In patients without LNM (N = 933 patients; N = 35 recurrences), LN yield ≥ 10 remained associated with decreased risk for recurrence, also after adjusting for clinicopathological factors (adjusted HR 0.23; 95% CI 0.06–0.81; P = 0.02). Kaplan–Meier curves of recurrence-free patients stratified for LN yield (< 10 vs. ≥ 10) and LNM (presence vs. absence) are presented in Fig. 3.

To assess the sensitivity of our results for the way we dichotomized LN yield, sensitivity analyses were performed with the number of retrieved LNs without thresholds and using 12 LNs as cut-off. Without thresholds, LN yield remained associated with a decreased risk for recurrence (per retrieved LN: HR 0.90; 95% CI 0.84–0.97; P = 0.007). Of the 749 patients in whom < 12 LNs were retrieved, 37 patients (4.9%) developed recurrences. Of the 268 patients in whom ≥ 12 LNs were retrieved, 4 patients (1.5%) developed recurrences.

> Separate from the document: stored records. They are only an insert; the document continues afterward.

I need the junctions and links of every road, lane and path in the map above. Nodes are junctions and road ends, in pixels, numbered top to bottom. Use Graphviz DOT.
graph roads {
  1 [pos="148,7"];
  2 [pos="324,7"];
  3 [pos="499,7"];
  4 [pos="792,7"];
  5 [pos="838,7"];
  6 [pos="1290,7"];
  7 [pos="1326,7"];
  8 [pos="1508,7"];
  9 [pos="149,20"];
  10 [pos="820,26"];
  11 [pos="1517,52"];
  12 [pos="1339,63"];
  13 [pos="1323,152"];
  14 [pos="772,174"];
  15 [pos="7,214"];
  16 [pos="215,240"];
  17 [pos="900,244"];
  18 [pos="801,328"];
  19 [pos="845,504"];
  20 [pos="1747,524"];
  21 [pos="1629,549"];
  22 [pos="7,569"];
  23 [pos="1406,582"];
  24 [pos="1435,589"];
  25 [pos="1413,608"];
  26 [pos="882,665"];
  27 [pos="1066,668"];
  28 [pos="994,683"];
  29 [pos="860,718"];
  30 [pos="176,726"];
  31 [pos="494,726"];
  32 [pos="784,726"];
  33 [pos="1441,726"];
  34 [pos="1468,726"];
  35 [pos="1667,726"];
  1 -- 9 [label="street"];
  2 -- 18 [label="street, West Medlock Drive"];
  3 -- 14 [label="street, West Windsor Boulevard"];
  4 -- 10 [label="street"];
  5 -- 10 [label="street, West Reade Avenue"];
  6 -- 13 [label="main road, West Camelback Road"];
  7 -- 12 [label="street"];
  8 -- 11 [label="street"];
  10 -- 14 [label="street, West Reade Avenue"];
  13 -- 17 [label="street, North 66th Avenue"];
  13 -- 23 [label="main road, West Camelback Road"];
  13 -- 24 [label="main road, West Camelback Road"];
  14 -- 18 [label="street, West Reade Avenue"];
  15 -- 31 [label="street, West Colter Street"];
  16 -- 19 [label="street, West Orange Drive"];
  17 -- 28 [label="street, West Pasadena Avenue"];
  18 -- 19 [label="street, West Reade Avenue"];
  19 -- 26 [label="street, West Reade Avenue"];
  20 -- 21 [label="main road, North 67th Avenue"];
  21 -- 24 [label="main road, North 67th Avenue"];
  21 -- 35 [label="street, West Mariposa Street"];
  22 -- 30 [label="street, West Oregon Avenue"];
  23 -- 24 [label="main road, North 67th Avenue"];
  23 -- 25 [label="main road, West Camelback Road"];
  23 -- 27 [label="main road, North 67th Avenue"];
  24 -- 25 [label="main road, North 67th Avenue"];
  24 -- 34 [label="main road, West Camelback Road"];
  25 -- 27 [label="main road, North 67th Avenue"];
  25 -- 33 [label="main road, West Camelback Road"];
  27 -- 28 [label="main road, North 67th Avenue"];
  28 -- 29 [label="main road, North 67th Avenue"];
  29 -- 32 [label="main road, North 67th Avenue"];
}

Similar to a LN yield ≥ 10, the HR of a LN yield ≥ 12 pointed towards a decreased risk for recurrence, albeit non-significant (adjusted HR 0.41; 95% CI 0.12–1.34; P = 0.14) (Additional file 1: Table S2).

LNM were detected in 84 patients, corresponding to a prevalence of 8.3% (84/1017) (Table 2); 1 positive LN was detected in 54 patients, 2 in 18 patients, 3 in 4 patients, and ≥ 4 in 8 patients, with a maximum of 8 positive LNs per patient. In 6 patients with LNM, recurrence occurred during follow-up. In univariable analysis, the number of retrieved LNs (without thresholds) was associated with increased detection of LNM (per retrieved LN: OR 1.04; 95% CI 1.01–1.07; P = 0.006).

LNM were detected in 37 patients (6.0%) with a LN yield < 10 and in 47 patients (11.6%) with a LN yield ≥ 10 (Table 2). In univariable analysis, LN yield ≥ 10 was positively associated with increased detection of LNM (unadjusted OR 2.04; 95% CI 1.30–3.20; P = 0.002) (Table 4). After adjusting for clinical confounding factors, LN yield ≥ 10 remained associated with increased detection of LNM (adjusted OR 2.09; 95% CI 1.28–3.42). Further adjusting for histological confounding factors did not alter the outcomes (adjusted OR 2.27; 95% CI 1.39–3.69; P = 0.001).